Calling an async function does not run anything
The implementation and design of a Future and the entire system around futures, on the other hand, is unrelated to the keywords async and await. Indeed, Rust has a thriving asynchronous ecosystem (such as with Tokio) before the async / await keywords ever existed. The same was true for JavaScript.
Why aren't Futures polled immediately on creation?
For the most authoritative answer, check out this comment from withoutboats on the RFC pull request:
A fundamental difference between Rust's futures and those from other
languages is that Rust's futures do not do anything unless polled. The
whole system is built around this: for example, cancellation is
dropping the future for precisely this reason. In contrast, in other
languages, calling an async fn spins up a future that starts executing
immediately.
A point about this is that async & await in Rust are not inherently
concurrent constructions. If you have a program that only uses async &
await and no concurrency primitives, the code in your program will
execute in a defined, statically known, linear order. Obviously, most
programs will use some kind of concurrency to schedule multiple,
concurrent tasks on the event loop, but they don't have to. What this
means is that you can - trivially - locally guarantee the ordering of
certain events, even if there is nonblocking IO performed in between
them that you want to be asynchronous with some larger set of nonlocal
events (e.g. you can strictly control ordering of events inside of a
request handler, while being concurrent with many other request
handlers, even on two sides of an await point).

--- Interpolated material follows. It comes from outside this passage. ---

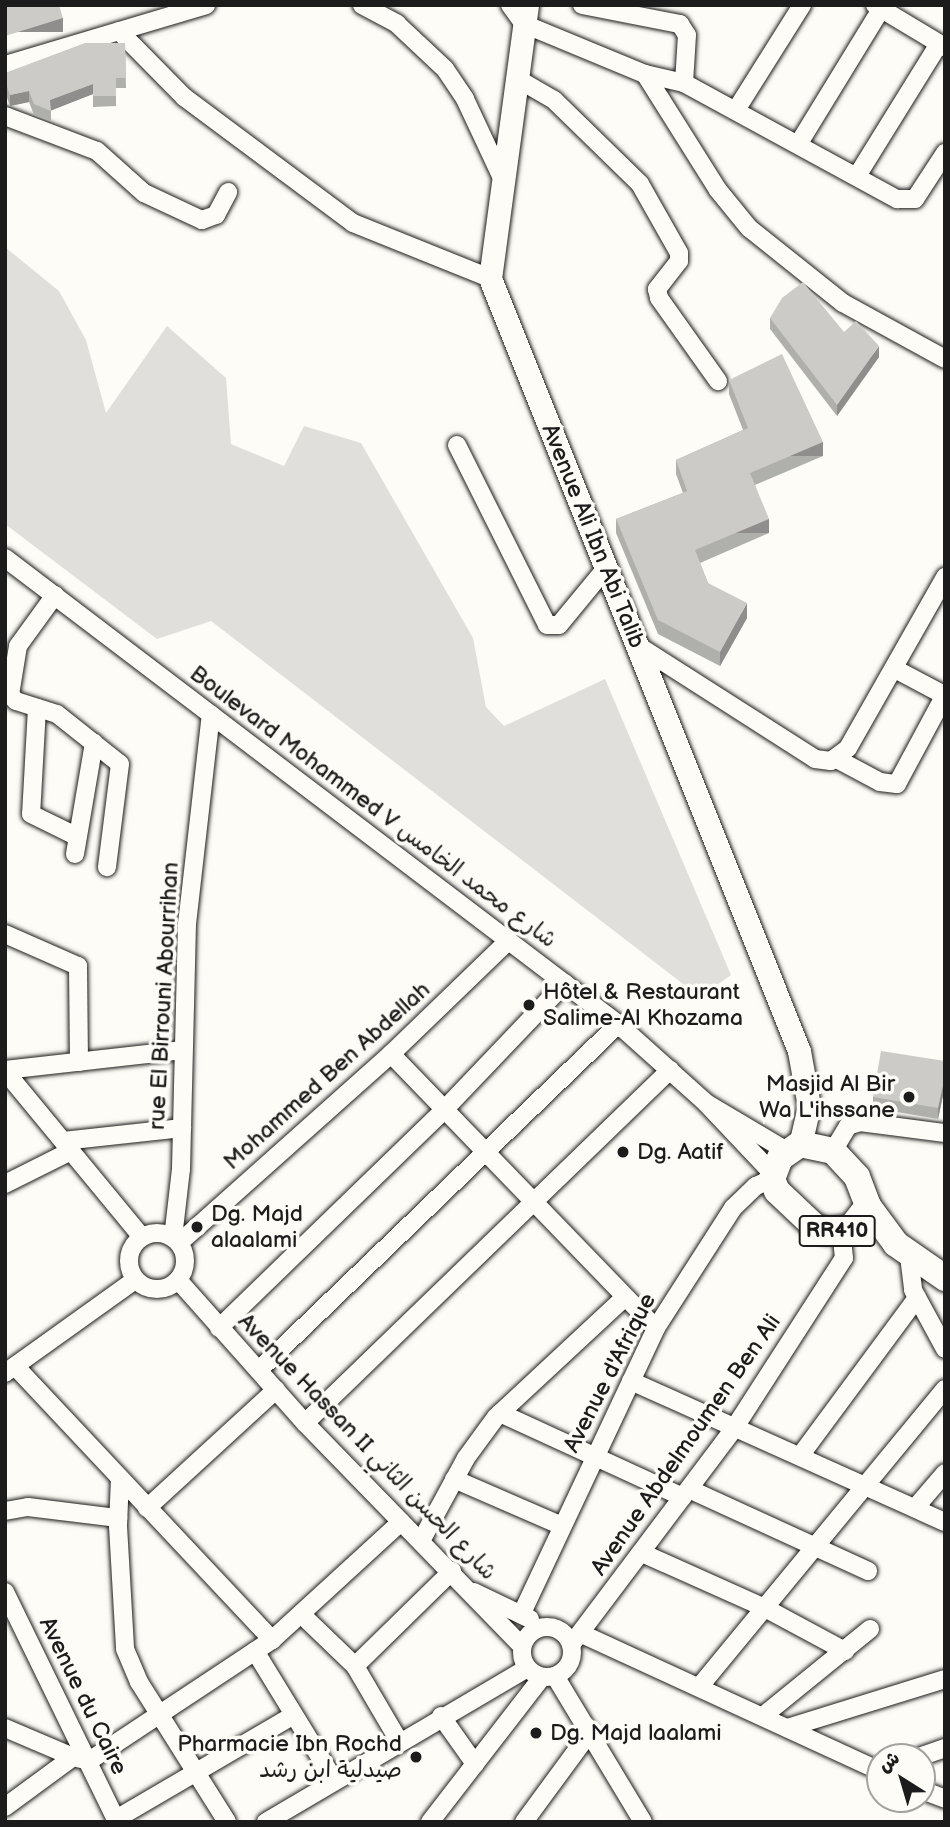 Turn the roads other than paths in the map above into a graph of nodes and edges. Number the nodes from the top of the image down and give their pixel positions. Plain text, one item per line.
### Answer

This property gives Rust's async/await syntax the kind of local
reasoning & low-level control that makes Rust what it is. Running up
to the first await point would not inherently violate that - you'd
still know when the code executed, it would just execute in two
different places depending on whether it came before or after an
await. However, I think the decision made by other languages to start
executing immediately largely stems from their systems which
immediately schedule a task concurrently when you call an async fn
(for example, that's the impression of the underlying problem I got
from the Dart 2.0 document).
Some of the Dart 2.0 background is covered by this discussion from munificent:
Hi, I'm on the Dart team. Dart's async/await was designed mainly by
Erik Meijer, who also worked on async/await for C#. In C#, async/await
is synchronous to the first await. For Dart, Erik and others felt that
C#'s model was too confusing and instead specified that an async
function always yields once before executing any code.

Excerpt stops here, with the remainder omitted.